START Information supplied

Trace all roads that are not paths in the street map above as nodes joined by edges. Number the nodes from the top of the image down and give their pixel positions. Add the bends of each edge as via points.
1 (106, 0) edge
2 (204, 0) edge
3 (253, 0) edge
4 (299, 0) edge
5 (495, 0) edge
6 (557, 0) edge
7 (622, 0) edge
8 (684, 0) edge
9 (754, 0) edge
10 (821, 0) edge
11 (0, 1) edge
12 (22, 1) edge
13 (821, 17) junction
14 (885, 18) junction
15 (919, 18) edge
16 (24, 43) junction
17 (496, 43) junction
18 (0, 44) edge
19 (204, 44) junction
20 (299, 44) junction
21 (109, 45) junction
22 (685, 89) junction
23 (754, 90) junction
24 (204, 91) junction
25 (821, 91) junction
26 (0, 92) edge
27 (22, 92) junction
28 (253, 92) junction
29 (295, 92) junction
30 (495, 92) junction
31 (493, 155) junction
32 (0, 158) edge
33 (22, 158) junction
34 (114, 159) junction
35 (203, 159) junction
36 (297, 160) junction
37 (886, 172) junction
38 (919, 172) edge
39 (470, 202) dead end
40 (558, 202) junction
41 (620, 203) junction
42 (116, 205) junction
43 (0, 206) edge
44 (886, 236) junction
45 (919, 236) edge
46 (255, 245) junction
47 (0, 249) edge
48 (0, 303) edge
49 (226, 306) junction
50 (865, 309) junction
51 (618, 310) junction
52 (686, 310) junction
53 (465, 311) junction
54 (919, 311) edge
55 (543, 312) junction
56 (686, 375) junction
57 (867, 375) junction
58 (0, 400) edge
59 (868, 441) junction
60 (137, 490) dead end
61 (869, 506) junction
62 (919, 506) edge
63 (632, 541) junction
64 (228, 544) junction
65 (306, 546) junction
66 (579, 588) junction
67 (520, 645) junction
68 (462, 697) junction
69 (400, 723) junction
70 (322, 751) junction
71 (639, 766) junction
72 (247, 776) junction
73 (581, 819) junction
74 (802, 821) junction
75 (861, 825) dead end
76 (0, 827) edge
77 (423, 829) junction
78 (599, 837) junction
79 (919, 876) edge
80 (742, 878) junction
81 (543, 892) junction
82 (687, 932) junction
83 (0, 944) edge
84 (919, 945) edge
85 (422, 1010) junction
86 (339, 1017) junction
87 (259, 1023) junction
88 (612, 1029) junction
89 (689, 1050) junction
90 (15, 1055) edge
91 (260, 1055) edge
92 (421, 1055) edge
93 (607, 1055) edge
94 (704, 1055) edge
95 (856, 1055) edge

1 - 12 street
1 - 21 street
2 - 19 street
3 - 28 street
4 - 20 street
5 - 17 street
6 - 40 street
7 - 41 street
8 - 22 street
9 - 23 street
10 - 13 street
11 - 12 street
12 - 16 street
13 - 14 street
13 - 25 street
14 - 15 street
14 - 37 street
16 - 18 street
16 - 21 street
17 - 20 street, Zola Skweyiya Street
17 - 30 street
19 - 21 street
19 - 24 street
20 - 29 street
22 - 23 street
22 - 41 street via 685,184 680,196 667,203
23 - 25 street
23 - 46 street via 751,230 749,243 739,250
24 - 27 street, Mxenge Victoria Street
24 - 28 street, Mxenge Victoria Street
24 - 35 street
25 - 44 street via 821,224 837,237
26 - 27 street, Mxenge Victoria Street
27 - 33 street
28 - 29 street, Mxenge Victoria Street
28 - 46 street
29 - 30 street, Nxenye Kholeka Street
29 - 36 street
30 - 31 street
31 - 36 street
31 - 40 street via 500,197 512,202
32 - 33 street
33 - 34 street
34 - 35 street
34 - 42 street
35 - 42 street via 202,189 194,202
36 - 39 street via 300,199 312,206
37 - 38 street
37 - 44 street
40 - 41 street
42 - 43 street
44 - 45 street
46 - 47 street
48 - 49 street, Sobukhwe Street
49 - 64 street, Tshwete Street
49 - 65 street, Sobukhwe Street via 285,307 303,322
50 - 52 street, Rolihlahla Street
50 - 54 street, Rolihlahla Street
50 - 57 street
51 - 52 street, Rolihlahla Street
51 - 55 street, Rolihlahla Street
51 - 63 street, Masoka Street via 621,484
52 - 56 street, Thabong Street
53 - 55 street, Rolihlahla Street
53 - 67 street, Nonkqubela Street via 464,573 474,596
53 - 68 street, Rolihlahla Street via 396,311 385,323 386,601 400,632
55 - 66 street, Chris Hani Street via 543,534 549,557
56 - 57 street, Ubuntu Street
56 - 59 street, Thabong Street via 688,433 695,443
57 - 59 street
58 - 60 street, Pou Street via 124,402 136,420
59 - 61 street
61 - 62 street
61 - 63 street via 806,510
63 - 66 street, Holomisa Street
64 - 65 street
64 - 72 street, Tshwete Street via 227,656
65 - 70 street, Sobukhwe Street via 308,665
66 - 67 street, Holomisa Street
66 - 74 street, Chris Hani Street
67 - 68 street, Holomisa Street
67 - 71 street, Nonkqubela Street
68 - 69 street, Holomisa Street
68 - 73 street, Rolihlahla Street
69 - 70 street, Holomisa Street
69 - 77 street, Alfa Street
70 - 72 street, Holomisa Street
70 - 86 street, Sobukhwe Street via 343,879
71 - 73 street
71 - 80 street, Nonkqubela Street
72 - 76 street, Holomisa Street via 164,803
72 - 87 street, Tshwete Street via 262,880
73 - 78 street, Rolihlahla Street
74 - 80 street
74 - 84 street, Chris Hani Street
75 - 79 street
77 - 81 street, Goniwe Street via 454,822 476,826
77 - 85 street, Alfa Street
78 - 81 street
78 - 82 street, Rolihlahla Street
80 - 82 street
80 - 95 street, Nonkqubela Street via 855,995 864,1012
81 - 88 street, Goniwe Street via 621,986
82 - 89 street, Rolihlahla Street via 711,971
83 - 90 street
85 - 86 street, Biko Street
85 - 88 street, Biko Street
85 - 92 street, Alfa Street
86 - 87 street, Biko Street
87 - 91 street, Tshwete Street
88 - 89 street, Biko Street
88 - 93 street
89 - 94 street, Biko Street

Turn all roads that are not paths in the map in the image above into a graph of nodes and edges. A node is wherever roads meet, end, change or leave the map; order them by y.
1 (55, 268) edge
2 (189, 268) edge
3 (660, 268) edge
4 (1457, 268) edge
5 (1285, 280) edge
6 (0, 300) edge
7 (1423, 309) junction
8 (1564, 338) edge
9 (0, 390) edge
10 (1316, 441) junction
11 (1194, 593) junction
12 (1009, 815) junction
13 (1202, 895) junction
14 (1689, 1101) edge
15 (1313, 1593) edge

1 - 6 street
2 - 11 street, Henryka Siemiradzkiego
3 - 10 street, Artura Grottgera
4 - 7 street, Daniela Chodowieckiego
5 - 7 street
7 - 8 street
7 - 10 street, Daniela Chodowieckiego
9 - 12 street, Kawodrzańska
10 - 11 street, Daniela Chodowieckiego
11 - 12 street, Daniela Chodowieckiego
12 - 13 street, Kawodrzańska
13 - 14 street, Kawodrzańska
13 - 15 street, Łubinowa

END Information supplied

• [To do]
An exact copy of the lines from the one with "Turn all roads" to the final line of the entries is all that the answer should hold.

• [Written response]
Turn all roads that are not paths in the map in the image above into a graph of nodes and edges. A node is wherever roads meet, end, change or leave the map; order them by y.
1 (55, 268) edge
2 (189, 268) edge
3 (660, 268) edge
4 (1457, 268) edge
5 (1285, 280) edge
6 (0, 300) edge
7 (1423, 309) junction
8 (1564, 338) edge
9 (0, 390) edge
10 (1316, 441) junction
11 (1194, 593) junction
12 (1009, 815) junction
13 (1202, 895) junction
14 (1689, 1101) edge
15 (1313, 1593) edge

1 - 6 street
2 - 11 street, Henryka Siemiradzkiego
3 - 10 street, Artura Grottgera
4 - 7 street, Daniela Chodowieckiego
5 - 7 street
7 - 8 street
7 - 10 street, Daniela Chodowieckiego
9 - 12 street, Kawodrzańska
10 - 11 street, Daniela Chodowieckiego
11 - 12 street, Daniela Chodowieckiego
12 - 13 street, Kawodrzańska
13 - 14 street, Kawodrzańska
13 - 15 street, Łubinowa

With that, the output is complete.